Cet escalier parle avant tout de la rencontre d’une spécificité géologique avec un savoir artisanal. On sent que la méthode est empirique, sans dessin ni calcul. Il est né de cette rencontre une vraie émotion du parcours. Tant pis pour ceux qui ont le vertige ! L’escalier plonge abruptement dans la falaise pour nous offrir en premier le spectacle intense de la roche stratifiée et agressive plongeant dans la méditerranée avant de se plier et de se replier, ouvrant alternativement des vues en balcon sur les calanques.

Ce maçon possédait un savoir, pas de ceux que l’on pourrait trouver dans les livres, plutôt un savoir fondé sur le bon sens.

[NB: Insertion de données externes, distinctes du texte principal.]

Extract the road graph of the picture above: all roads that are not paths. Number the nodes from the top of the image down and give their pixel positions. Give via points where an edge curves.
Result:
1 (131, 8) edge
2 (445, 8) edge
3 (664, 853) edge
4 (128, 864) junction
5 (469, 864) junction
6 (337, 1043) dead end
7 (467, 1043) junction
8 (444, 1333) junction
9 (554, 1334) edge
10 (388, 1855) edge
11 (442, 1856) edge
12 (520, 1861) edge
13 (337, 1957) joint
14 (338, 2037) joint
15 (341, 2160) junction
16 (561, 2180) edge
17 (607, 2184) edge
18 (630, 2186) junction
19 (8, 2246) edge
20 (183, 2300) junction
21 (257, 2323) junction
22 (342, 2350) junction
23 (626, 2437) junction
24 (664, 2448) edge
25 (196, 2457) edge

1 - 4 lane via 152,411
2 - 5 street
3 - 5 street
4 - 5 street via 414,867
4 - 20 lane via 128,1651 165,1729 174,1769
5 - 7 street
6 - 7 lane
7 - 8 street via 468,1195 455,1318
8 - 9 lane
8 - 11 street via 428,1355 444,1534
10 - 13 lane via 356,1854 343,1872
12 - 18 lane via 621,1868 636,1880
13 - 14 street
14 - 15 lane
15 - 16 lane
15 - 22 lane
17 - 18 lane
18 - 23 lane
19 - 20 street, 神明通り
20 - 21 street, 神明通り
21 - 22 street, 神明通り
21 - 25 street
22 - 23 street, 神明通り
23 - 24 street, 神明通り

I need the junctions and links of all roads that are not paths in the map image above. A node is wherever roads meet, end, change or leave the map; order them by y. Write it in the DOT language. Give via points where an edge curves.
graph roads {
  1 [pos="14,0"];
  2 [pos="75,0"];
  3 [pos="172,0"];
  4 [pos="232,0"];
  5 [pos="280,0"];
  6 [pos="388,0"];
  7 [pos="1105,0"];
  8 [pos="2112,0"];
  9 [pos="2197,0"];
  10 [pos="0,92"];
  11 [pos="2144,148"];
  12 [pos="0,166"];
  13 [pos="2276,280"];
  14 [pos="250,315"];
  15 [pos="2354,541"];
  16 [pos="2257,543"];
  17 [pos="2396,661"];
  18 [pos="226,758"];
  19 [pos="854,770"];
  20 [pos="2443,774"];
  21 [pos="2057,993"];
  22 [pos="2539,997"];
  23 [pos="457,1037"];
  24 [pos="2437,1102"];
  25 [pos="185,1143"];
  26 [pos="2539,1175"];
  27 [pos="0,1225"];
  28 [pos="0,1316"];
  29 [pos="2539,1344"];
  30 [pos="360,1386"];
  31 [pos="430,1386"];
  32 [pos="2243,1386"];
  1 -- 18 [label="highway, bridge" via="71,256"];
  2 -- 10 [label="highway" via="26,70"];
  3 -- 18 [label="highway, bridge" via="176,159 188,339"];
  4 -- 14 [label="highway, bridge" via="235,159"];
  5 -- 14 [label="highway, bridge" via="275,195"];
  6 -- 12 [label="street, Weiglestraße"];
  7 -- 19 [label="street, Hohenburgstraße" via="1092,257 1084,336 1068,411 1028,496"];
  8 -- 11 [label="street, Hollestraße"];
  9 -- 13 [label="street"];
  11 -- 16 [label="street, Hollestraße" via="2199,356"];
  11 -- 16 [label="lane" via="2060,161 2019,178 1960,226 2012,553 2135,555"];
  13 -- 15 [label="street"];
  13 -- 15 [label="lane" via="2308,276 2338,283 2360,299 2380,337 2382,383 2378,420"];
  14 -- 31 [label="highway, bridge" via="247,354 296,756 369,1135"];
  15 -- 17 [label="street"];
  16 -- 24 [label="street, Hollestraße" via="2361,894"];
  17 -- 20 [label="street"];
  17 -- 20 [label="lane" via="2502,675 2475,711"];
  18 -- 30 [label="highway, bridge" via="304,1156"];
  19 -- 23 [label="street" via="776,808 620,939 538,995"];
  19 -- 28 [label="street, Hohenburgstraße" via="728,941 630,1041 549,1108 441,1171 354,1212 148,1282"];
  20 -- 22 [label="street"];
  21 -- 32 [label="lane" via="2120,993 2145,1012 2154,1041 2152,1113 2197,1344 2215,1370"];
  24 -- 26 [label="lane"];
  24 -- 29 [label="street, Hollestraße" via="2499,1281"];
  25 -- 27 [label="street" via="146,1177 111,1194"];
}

L’escalier est constitué de briquettes rouges, légères à porter, faciles à manipuler et à coincer dans les anfractuosités de la roche. Une fois les briques sérieusement calées, un glacis de ciment leur a été appliqué. Ainsi recouvert de ce voile gris et rugueux, volontairement non lissé pour que les pieds s’y accrochent bien, l’escalier disparaît dans le paysage de cette côte sauvage. Encore aujourd’hui, il subit sans bouger les éboulements de falaise et les agressions des tempêtes d’hiver.